• [Exercise goal] Identify, in the records below, every line where the string "edges" appears, and copy each such line.

Stored data:
/---
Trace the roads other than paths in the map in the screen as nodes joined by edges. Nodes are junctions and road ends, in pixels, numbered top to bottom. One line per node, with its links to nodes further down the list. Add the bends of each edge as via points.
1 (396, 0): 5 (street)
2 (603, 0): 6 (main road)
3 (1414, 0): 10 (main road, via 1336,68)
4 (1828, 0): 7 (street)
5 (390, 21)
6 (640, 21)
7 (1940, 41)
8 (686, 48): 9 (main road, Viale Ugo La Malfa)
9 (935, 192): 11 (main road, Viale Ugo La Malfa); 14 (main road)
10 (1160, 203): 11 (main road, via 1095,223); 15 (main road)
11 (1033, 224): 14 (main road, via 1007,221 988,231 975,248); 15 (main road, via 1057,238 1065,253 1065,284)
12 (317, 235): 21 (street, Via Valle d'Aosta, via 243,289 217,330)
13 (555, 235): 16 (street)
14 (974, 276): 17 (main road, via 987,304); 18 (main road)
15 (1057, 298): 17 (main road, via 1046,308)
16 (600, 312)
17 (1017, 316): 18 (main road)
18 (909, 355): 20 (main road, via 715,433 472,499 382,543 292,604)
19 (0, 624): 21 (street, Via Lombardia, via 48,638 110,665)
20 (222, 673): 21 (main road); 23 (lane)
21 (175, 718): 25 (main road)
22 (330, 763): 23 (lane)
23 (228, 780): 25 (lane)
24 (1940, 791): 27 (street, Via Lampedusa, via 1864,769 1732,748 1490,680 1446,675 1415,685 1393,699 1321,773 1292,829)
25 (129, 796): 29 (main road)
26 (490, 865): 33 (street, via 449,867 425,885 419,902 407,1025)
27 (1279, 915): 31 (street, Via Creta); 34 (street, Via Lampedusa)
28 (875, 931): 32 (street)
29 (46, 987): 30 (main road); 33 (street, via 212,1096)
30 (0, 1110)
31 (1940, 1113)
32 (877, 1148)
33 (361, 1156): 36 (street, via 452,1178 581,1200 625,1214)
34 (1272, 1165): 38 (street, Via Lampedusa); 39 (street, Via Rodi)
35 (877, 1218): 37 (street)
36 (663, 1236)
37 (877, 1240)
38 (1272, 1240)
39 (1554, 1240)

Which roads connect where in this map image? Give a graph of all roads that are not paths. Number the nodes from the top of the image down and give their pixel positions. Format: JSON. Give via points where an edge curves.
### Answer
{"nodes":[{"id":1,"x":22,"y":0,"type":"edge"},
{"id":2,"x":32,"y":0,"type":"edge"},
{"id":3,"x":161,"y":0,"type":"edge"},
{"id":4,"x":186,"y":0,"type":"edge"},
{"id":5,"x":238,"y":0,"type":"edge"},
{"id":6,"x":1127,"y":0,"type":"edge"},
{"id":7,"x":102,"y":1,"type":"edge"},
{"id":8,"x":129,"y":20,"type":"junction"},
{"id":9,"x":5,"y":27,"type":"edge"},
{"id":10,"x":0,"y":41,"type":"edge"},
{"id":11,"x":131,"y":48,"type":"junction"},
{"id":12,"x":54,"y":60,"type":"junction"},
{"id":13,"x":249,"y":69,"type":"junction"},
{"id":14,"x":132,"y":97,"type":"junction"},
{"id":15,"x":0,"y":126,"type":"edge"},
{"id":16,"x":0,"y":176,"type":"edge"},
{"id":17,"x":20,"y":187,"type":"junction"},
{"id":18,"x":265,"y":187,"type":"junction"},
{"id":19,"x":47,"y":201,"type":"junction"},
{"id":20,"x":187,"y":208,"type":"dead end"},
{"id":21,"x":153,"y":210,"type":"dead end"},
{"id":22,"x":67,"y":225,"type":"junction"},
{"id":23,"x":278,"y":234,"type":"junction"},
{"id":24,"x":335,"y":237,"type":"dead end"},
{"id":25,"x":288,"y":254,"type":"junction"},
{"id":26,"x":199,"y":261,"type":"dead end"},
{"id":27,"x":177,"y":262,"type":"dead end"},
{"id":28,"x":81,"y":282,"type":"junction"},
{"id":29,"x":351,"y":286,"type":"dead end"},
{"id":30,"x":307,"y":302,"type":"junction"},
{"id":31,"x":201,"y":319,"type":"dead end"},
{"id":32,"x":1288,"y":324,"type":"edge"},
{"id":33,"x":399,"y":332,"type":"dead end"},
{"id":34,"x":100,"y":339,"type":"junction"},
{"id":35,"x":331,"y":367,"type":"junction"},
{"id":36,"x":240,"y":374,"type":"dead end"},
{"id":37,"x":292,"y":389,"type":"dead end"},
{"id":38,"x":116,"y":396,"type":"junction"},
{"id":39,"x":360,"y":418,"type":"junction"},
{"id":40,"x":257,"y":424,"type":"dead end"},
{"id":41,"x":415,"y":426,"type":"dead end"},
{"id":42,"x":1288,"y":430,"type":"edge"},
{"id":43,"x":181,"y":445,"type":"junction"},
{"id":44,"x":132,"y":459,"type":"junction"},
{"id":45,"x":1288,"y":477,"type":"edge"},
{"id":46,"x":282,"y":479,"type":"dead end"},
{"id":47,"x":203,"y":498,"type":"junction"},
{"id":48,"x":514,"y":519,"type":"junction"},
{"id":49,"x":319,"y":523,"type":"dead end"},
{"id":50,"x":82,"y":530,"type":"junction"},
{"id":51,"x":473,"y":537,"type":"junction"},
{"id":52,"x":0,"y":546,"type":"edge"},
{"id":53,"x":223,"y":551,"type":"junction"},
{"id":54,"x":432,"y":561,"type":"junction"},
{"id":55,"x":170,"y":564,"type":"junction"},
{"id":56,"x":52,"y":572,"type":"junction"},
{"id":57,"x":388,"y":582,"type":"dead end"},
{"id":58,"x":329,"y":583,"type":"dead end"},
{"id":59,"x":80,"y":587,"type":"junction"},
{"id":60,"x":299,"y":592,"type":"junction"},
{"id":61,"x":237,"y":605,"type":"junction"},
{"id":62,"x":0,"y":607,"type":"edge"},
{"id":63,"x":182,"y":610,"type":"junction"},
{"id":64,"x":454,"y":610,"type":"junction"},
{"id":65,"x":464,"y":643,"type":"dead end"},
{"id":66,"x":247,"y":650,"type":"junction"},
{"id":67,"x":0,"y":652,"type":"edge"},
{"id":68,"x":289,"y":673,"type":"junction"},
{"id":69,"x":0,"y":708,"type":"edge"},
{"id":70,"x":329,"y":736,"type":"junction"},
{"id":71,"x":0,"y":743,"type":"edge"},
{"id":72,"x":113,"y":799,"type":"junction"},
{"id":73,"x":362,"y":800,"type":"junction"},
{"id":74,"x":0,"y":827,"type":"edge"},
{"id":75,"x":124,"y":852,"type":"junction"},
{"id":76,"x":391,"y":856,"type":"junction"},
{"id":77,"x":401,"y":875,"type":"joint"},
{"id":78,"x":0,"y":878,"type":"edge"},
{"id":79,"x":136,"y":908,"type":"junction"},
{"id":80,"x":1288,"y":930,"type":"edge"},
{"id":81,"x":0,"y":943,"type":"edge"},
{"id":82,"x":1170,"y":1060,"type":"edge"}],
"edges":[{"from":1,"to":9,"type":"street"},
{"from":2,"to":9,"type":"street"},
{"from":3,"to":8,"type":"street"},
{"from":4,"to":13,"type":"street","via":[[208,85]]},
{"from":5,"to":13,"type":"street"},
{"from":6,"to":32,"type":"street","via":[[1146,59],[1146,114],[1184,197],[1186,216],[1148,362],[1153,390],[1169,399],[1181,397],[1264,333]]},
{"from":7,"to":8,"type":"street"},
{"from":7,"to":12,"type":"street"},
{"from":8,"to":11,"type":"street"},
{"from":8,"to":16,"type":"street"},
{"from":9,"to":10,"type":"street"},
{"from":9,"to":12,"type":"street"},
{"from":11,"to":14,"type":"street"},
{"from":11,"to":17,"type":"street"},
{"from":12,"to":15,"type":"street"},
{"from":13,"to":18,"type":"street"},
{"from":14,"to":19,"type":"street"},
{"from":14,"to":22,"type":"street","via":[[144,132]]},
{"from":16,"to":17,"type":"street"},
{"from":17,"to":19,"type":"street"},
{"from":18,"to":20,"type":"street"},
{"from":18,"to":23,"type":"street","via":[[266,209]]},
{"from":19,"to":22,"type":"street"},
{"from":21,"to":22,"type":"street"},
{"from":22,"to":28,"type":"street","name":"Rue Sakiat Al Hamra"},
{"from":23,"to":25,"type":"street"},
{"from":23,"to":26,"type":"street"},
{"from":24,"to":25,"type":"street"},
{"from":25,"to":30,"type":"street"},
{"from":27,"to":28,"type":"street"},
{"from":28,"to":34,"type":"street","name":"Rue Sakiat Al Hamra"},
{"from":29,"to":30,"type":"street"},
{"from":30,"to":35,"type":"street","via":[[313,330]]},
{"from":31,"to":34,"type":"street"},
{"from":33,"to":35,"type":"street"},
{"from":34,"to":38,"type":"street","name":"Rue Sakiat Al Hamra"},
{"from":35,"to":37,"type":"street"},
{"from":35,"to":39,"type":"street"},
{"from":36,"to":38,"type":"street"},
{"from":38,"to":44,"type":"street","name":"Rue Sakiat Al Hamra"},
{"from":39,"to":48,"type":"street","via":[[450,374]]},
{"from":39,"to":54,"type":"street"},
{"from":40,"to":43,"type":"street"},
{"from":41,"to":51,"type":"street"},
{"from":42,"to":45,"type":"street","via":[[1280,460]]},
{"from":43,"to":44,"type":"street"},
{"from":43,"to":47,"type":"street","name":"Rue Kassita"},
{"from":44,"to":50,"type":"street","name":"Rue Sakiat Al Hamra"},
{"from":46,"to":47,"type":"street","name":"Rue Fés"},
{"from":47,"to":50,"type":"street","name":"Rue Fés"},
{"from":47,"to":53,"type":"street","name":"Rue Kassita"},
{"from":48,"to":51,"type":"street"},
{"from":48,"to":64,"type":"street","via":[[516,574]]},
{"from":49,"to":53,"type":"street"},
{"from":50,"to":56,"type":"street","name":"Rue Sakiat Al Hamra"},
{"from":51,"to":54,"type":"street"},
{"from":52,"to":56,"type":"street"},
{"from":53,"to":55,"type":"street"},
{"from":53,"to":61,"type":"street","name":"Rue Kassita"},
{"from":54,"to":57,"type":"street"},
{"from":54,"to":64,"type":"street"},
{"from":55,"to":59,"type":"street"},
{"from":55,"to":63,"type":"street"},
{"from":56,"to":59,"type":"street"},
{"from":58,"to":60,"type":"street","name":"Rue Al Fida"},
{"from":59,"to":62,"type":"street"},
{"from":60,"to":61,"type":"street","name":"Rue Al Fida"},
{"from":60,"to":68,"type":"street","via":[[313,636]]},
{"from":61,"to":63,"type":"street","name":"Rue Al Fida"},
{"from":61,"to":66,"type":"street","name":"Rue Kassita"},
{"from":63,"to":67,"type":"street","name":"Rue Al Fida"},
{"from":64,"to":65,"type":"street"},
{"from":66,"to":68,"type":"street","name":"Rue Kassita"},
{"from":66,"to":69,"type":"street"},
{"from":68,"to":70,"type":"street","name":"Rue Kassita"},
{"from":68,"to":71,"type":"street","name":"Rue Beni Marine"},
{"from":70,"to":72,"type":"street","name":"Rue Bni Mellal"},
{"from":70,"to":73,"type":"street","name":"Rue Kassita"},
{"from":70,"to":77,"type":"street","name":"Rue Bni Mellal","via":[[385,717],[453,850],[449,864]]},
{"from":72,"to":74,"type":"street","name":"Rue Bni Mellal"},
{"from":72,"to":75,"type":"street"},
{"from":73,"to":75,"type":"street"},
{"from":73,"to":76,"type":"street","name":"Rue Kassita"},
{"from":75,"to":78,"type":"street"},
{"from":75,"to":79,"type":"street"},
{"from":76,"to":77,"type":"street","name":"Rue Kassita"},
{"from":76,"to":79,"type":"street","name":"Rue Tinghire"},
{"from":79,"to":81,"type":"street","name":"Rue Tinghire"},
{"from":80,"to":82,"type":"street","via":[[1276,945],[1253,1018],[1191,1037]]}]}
\---
• [Written answer]
Trace the roads other than paths in the map in the screen as nodes joined by edges. Nodes are junctions and road ends, in pixels, numbered top to bottom. One line per node, with its links to nodes further down the list. Add the bends of each edge as via points.
"edges":[{"from":1,"to":9,"type":"street"},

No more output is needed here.